The AI Community Building the Future? A Quantitative Analysis of Development Activity on Hugging Face Hub (2405.13058v2)

Published 20 May 2024 in cs.SE, cs.AI, cs.CY, and cs.LG

Abstract: Open model developers have emerged as key actors in the political economy of AI, but we still have a limited understanding of collaborative practices in the open AI ecosystem. This paper responds to this gap with a three-part quantitative analysis of development activity on the Hugging Face (HF) Hub, a popular platform for building, sharing, and demonstrating models. First, various types of activity across 348,181 model, 65,761 dataset, and 156,642 space repositories exhibit right-skewed distributions. Activity is extremely imbalanced between repositories; for example, over 70% of models have 0 downloads, while 1% account for 99% of downloads. Furthermore, licenses matter: there are statistically significant differences in collaboration patterns in model repositories with permissive, restrictive, and no licenses. Second, we analyse a snapshot of the social network structure of collaboration in model repositories, finding that the community has a core-periphery structure, with a core of prolific developers and a majority of isolate developers (89%). Upon removing the isolate developers from the network, collaboration is characterised by high reciprocity regardless of developers' network positions. Third, we examine model adoption through the lens of model usage in spaces, finding that a minority of models, developed by a handful of companies, are widely used on the HF Hub. Overall, activity on the HF Hub is characterised by Pareto distributions, congruent with OSS development patterns on platforms like GitHub. We conclude with recommendations for researchers, companies, and policymakers to advance our understanding of open AI development.

Citations (32)

View on Semantic Scholar

Summary

The paper demonstrates that Hugging Face Hub’s model activity is highly skewed, with over 70% of models having zero downloads and only 1% accounting for nearly all usage.
The paper reveals that 87% of model repositories have a single contributor and 89% of developers work in isolation, highlighting limited collaborative engagement.
The paper finds that repositories with permissive licenses enjoy higher activity and engagement, emphasizing important implications for open source policy and governance.

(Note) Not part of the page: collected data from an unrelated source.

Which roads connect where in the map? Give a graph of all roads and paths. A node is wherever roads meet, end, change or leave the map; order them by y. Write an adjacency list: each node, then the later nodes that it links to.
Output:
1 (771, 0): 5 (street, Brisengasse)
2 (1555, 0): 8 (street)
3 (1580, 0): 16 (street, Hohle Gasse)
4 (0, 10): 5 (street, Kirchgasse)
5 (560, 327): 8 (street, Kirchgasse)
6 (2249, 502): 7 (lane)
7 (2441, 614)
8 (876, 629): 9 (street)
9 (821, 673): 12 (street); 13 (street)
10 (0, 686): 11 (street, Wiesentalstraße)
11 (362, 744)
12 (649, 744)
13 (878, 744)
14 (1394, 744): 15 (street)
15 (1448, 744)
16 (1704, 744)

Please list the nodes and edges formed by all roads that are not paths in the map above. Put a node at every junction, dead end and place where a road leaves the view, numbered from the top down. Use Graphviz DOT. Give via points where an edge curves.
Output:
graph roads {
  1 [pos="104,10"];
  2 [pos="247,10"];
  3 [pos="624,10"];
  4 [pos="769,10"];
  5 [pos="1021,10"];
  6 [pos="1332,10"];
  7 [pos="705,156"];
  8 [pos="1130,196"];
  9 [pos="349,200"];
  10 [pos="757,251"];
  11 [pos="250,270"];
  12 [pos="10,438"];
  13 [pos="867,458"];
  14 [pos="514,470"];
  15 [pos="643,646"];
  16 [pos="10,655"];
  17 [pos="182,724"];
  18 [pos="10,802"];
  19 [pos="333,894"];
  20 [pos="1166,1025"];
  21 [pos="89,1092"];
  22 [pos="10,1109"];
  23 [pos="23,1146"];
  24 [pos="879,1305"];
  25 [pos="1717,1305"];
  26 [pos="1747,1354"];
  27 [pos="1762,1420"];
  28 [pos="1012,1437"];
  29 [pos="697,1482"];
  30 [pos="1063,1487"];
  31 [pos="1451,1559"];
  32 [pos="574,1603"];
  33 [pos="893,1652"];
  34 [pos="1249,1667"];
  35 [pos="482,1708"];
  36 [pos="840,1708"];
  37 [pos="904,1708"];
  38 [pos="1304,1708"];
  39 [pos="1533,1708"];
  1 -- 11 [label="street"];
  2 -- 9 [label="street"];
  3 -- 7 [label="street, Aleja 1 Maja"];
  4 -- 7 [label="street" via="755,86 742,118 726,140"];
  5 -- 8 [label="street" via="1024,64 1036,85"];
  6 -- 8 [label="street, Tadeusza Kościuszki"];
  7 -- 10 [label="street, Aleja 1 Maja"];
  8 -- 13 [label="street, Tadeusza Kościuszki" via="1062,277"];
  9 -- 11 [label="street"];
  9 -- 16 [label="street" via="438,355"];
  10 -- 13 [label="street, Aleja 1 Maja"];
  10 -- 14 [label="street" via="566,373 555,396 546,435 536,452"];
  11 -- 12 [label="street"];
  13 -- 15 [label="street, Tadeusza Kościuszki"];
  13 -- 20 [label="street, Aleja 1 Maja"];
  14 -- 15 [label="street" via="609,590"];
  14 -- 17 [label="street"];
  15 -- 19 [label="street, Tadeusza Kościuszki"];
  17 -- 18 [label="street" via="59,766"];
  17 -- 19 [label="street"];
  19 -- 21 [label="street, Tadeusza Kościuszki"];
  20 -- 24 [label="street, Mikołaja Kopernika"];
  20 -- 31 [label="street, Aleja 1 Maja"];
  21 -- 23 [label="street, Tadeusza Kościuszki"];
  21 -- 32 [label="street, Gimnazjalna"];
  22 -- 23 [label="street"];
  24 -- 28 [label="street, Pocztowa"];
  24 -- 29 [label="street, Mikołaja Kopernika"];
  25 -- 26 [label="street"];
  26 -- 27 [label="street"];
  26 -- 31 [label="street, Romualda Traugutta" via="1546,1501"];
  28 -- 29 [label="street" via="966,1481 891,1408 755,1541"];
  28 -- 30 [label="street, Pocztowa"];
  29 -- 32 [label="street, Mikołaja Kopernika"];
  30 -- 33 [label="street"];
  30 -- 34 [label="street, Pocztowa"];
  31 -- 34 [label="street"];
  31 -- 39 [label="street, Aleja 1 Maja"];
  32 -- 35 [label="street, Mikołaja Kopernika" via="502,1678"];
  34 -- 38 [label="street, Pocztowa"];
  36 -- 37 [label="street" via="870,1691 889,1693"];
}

Open Source AI: A Deep Dive into the Hugging Face Hub

Development Activity in the HF Hub

Researchers have been intrigued by the patterns of development activity on platforms like Hugging Face (HF) Hub, particularly in the context of open source AI. This paper analyzed various activities across 348,181 model repositories, 65,761 dataset repositories, and 156,642 spaces on the HF Hub.

Right-Skewed Distributions: The HF Hub shows a very imbalanced activity distribution. For example, over 70% of models have zero downloads, while a mere 1% account for 99% of all downloads. Similarly right-skewed distributions are observed in likes, discussions, and commits, reflective of the Pareto principle.
Community Engagement: Community size correlates with activity levels. However, most repositories have limited collaborative engagement, with around 87% of model repositories having only one contributor. High reciprocity values indicate prevalent mutual relationships among active developers.
Licenses: A significant number of repositories lack licenses, with 65% of model repositories and 72% of datasets undocumented in this regard. However, repositories with permissive licenses exhibit higher activity levels and engagement.

Collaboration Patterns

Analysis of the social network structure of collaboration in model repositories reveals a core-periphery structure with a few prolific developers at the core:

Isolate Developers: About 89% of developers work in isolation without collaboration.
Core-Periphery Structure: Collaboration is characterized by a dense core of prolific developers. High reciprocity values suggest that collaborations are mutual and not dependent on one-sided efforts.
High Modularity: The developer community is made up of distinct communities in various AI sub-fields like NLP and computer vision, exhibiting high modularity at lower k-core thresholds which indicates loosely connected groups.

Model Adoption in Spaces

Model adoption in spaces, an indicator of practical use and impact, also reveals a high concentration among a few key players:

Right-Skewed Distribution: Similar to activity distributions, model adoption displays a right-skewed distribution where a minority of models see significant usage. For instance, runwayml/stable-diffusion-v1-5 is used in over 1,747 spaces.
Dominance by Big Tech: Major players like Meta, Google, and Stability AI are behind the most adopted models, indicating a high concentration of influence. Models from industry leaders are not only the most used but also highly co-used with other models.
Correlation with Likes: A strong positive correlation exists between the number of likes a model repository receives and its usage in spaces, highlighting likes as a good indicator of model adoption.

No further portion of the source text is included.